"""

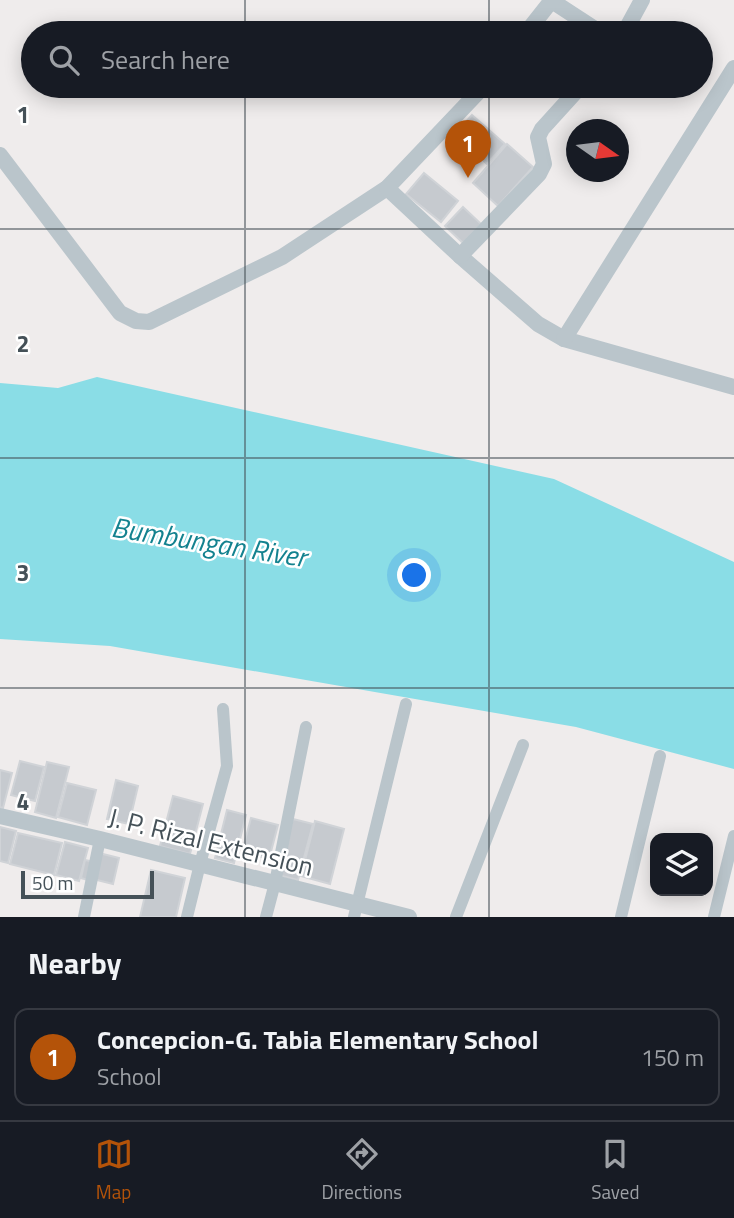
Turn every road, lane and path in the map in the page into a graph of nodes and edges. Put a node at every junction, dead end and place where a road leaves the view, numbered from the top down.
1 (552, 0) edge
2 (642, 0) edge
3 (535, 21) edge
4 (583, 21) edge
5 (631, 21) edge
6 (734, 68) edge
7 (473, 98) edge
8 (570, 98) edge
9 (0, 155) edge
10 (387, 188) junction
11 (460, 256) junction
12 (564, 339) junction
13 (734, 387) edge
14 (406, 704) dead end
15 (223, 709) dead end
16 (306, 727) dead end
17 (523, 745) dead end
18 (660, 756) dead end
19 (0, 816) edge
20 (734, 835) edge
21 (100, 839) junction
22 (200, 864) junction
23 (275, 883) junction
24 (356, 911) edge
25 (84, 917) edge
26 (187, 917) edge
27 (266, 917) edge
28 (409, 917) edge
29 (456, 917) edge
30 (621, 917) edge
31 (714, 917) edge

1 - 3 street
1 - 4 street
2 - 5 street
6 - 12 street
7 - 10 street
8 - 11 street
9 - 10 street
10 - 11 street
11 - 12 street
12 - 13 street
14 - 24 street
15 - 22 street
16 - 23 street
17 - 29 street
18 - 30 street
19 - 21 street, J. P. Rizal Extension
20 - 31 street
21 - 22 street, J. P. Rizal Extension
21 - 25 street
22 - 23 street, J. P. Rizal Extension
22 - 26 street
23 - 24 street, J. P. Rizal Extension
23 - 27 street
24 - 28 street, J. P. Rizal Extension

"""

• _WHAT THE EXERCISE ASKS_: Above are the records; repeat them all exactly, without the pictures.

• _TASK ANSWER_:
Turn every road, lane and path in the map in the page into a graph of nodes and edges. Put a node at every junction, dead end and place where a road leaves the view, numbered from the top down.
1 (552, 0) edge
2 (642, 0) edge
3 (535, 21) edge
4 (583, 21) edge
5 (631, 21) edge
6 (734, 68) edge
7 (473, 98) edge
8 (570, 98) edge
9 (0, 155) edge
10 (387, 188) junction
11 (460, 256) junction
12 (564, 339) junction
13 (734, 387) edge
14 (406, 704) dead end
15 (223, 709) dead end
16 (306, 727) dead end
17 (523, 745) dead end
18 (660, 756) dead end
19 (0, 816) edge
20 (734, 835) edge
21 (100, 839) junction
22 (200, 864) junction
23 (275, 883) junction
24 (356, 911) edge
25 (84, 917) edge
26 (187, 917) edge
27 (266, 917) edge
28 (409, 917) edge
29 (456, 917) edge
30 (621, 917) edge
31 (714, 917) edge

1 - 3 street
1 - 4 street
2 - 5 street
6 - 12 street
7 - 10 street
8 - 11 street
9 - 10 street
10 - 11 street
11 - 12 street
12 - 13 street
14 - 24 street
15 - 22 street
16 - 23 street
17 - 29 street
18 - 30 street
19 - 21 street, J. P. Rizal Extension
20 - 31 street
21 - 22 street, J. P. Rizal Extension
21 - 25 street
22 - 23 street, J. P. Rizal Extension
22 - 26 street
23 - 24 street, J. P. Rizal Extension
23 - 27 street
24 - 28 street, J. P. Rizal Extension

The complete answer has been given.